MONDAY, Nov. 14 (HealthDay News) -- Long-term intensive diabetes therapy reduces the risk of impaired glomerular filtration rate (GFR), according to a study published online Nov. 12 in the New England Journal of Medicine to coincide with presentation at the American Society of Nephrology's annual meeting, Kidney Week 2011, held from Nov. 8 to 13 in Philadelphia.

Ian H. deBoer, M.D., from the University of Washington in Seattle, and colleagues investigated the long-term effects of intensive diabetes therapy on GFR impairment risk. Participants included 1,441 individuals with type 1 diabetes from the Diabetes Control and Complications Trial (DCCT) who underwent 6.5 years of intensive or conventional therapy; and 1,375 of these participants who subsequently continued to the observational Epidemiology of Diabetes Interventions and Complications (EDIC) study. Participants were followed up for a median of 22 years in the combined studies. Incident GFR of less than 60 ml/minute per 1.73 m² of body-surface area at two consecutive study visits was considered impaired GFR.

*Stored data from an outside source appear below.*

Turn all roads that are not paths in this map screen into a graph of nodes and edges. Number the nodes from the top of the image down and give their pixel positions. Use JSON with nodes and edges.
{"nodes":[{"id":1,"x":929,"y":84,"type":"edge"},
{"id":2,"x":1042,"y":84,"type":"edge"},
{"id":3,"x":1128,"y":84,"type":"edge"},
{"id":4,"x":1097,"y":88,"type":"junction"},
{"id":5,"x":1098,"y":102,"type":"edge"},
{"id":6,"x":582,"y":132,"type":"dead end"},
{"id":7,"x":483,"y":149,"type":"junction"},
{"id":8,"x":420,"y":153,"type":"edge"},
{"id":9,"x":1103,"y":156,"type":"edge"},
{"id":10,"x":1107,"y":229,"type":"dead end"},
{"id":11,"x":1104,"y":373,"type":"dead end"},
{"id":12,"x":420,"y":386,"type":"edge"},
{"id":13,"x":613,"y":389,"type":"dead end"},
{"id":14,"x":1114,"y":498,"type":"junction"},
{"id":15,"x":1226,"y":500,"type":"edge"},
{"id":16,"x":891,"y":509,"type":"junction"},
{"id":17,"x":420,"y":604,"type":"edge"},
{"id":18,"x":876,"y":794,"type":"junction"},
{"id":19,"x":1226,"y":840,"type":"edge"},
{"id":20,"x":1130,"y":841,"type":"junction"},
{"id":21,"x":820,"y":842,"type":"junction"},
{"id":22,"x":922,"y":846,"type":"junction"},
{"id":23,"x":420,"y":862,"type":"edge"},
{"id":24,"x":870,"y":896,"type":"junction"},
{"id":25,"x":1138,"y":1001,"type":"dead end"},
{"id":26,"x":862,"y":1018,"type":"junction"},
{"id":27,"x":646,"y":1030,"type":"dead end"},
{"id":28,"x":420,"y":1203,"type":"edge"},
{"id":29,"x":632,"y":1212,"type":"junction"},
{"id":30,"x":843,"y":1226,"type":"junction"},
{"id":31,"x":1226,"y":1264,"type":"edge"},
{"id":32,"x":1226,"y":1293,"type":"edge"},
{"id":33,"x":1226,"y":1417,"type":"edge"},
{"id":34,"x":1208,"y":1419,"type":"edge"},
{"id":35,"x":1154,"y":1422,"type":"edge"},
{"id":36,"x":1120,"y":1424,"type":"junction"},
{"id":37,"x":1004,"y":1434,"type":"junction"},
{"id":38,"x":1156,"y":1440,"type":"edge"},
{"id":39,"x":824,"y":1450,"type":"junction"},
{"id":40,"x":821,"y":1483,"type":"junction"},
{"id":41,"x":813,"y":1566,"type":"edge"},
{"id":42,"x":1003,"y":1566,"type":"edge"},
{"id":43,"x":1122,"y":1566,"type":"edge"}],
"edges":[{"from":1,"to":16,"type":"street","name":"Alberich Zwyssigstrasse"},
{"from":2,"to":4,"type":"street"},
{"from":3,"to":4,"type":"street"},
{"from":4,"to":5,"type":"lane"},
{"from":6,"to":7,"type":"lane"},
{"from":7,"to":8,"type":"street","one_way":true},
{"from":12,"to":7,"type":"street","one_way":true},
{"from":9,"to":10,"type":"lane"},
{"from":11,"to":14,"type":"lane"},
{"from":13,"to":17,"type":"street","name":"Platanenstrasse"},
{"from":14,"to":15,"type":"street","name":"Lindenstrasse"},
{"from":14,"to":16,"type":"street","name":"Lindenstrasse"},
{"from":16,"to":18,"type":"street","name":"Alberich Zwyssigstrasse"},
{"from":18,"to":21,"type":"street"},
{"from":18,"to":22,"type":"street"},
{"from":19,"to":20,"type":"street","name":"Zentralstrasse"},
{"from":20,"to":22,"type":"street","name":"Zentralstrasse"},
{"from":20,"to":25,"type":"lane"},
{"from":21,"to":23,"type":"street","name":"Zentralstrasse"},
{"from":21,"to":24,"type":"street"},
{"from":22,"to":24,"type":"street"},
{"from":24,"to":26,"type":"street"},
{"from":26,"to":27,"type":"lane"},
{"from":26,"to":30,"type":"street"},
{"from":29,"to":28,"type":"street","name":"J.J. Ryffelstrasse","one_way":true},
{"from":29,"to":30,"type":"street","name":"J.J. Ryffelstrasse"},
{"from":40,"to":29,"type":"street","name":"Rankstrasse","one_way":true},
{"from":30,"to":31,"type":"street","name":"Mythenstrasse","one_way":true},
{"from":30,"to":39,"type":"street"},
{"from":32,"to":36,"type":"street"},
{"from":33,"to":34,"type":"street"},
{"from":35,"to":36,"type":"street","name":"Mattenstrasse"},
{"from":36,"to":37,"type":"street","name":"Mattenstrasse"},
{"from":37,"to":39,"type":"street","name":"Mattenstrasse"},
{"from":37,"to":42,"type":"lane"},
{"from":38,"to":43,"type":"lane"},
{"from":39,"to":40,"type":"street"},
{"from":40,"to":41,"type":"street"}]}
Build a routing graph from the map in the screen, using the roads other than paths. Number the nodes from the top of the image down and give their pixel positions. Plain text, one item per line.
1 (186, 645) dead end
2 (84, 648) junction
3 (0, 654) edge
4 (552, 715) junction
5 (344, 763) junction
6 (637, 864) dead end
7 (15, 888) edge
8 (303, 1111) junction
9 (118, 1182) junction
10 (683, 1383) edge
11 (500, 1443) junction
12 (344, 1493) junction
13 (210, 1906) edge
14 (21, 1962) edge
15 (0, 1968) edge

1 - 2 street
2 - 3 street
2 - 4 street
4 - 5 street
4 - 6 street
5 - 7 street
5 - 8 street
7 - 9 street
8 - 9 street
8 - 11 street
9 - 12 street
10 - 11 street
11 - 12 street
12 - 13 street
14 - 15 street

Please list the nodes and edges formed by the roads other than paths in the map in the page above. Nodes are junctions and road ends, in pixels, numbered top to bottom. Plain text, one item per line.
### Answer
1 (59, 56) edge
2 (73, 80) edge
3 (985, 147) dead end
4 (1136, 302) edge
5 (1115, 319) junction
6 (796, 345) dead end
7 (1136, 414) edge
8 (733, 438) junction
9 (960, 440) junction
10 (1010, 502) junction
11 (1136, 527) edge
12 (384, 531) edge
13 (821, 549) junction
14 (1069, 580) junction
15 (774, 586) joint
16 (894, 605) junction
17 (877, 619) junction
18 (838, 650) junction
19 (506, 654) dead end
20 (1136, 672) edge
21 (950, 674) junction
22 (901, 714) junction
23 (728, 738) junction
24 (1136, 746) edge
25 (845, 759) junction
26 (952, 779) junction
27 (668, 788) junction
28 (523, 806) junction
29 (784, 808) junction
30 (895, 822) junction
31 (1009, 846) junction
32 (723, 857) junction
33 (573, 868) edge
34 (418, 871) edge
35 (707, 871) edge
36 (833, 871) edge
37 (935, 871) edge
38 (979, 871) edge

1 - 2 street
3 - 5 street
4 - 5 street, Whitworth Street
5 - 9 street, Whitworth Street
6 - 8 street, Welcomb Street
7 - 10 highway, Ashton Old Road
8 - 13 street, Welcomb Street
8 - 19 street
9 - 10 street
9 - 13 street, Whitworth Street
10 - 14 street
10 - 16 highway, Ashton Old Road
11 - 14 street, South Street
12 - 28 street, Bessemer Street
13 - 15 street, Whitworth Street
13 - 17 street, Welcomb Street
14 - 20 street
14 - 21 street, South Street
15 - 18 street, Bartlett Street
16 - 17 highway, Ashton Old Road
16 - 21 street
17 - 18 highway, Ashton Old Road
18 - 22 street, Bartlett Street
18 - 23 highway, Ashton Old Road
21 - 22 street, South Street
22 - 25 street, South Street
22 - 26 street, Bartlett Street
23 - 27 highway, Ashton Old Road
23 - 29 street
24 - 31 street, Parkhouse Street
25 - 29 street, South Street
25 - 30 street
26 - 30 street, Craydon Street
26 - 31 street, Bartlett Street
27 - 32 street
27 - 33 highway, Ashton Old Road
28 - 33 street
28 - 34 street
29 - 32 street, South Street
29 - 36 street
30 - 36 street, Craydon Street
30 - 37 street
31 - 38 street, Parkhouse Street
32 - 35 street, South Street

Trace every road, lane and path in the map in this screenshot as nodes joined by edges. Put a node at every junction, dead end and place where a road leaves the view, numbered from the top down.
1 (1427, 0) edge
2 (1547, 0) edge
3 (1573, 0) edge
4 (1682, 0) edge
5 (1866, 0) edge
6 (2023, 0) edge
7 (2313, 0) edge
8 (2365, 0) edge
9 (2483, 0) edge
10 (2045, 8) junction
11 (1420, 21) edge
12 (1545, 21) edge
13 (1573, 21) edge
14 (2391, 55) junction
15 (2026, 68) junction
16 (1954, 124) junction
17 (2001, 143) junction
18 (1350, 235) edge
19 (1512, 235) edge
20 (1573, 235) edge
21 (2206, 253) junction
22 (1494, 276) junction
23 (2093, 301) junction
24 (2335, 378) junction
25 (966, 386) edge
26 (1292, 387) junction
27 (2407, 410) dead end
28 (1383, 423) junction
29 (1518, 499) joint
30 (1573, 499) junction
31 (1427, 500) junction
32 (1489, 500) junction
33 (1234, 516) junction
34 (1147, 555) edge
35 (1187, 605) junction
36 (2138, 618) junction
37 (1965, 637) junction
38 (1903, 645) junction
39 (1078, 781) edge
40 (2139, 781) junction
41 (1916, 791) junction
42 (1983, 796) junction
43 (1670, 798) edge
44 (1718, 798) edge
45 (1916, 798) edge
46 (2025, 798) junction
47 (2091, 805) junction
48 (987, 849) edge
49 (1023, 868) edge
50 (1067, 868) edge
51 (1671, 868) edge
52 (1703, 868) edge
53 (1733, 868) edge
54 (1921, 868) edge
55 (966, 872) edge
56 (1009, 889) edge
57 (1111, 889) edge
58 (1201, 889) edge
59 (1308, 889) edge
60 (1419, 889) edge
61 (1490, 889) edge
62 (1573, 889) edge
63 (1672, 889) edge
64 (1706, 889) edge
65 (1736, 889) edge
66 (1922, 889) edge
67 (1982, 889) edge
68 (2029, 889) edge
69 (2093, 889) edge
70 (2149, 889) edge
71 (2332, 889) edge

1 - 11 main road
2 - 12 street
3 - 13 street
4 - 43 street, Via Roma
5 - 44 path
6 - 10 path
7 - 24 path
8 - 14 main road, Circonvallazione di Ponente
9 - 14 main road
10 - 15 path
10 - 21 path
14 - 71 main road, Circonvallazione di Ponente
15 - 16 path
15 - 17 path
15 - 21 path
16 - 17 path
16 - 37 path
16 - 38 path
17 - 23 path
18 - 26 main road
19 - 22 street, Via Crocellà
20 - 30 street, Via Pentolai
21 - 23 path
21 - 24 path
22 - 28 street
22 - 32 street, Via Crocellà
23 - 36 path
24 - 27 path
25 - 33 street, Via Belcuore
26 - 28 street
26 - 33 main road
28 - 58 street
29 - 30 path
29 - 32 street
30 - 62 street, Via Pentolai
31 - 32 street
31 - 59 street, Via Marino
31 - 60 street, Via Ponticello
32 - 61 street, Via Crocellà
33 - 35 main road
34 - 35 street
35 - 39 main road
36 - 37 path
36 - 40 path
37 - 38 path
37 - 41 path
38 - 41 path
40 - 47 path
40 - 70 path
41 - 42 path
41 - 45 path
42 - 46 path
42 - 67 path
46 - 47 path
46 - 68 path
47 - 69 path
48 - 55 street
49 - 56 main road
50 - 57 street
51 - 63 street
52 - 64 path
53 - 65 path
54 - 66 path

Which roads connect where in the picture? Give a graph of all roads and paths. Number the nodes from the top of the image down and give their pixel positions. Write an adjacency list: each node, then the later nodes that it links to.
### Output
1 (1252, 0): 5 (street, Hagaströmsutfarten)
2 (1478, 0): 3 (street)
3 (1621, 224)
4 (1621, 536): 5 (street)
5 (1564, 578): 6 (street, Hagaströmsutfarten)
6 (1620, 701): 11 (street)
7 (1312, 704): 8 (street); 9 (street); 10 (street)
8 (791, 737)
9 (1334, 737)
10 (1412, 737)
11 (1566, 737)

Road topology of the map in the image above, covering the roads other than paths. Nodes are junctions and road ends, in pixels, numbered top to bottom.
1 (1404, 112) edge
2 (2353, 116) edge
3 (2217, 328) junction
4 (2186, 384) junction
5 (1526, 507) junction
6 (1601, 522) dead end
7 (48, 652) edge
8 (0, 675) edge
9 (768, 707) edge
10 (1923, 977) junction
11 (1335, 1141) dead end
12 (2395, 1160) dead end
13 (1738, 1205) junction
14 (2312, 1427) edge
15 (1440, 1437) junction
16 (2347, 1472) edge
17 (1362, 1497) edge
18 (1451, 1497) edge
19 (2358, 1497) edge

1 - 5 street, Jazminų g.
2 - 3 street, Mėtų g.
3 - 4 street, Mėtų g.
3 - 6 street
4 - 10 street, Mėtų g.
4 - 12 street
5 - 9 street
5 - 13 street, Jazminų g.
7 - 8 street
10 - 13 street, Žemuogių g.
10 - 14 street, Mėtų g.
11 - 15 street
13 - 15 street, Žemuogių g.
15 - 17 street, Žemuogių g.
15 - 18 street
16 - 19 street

The investigators identified impaired GFR in 24 and 46 patients after intensive and conventional therapy, respectively (risk reduction with intensive therapy, 50 percent), of whom eight and 16 patients, respectively, developed end-stage renal disease. Intensive therapy was linked to a reduction in the mean estimated GFR of 1.7 ml/minute/1.73 m² in the DCCT study and to a slower rate of reduction in the GFR and an increase in the mean estimated GFR of 2.5 ml/minute/1.73 m² in the EDIC study, compared with conventional therapy. Adjustment for glycated hemoglobin levels or albumin excretion rates fully attenuated the intensive therapy benefits on the risk of GFR impairment.

"The long-term risk of an impaired GFR was significantly lower among persons treated early in the course of type 1 diabetes with intensive diabetes therapy," the authors write.

Several authors disclosed financial ties to the pharmaceutical industry. Discounted or free supplies or equipment were provided for the study by the pharmaceutical, medical technology, and medical device industries.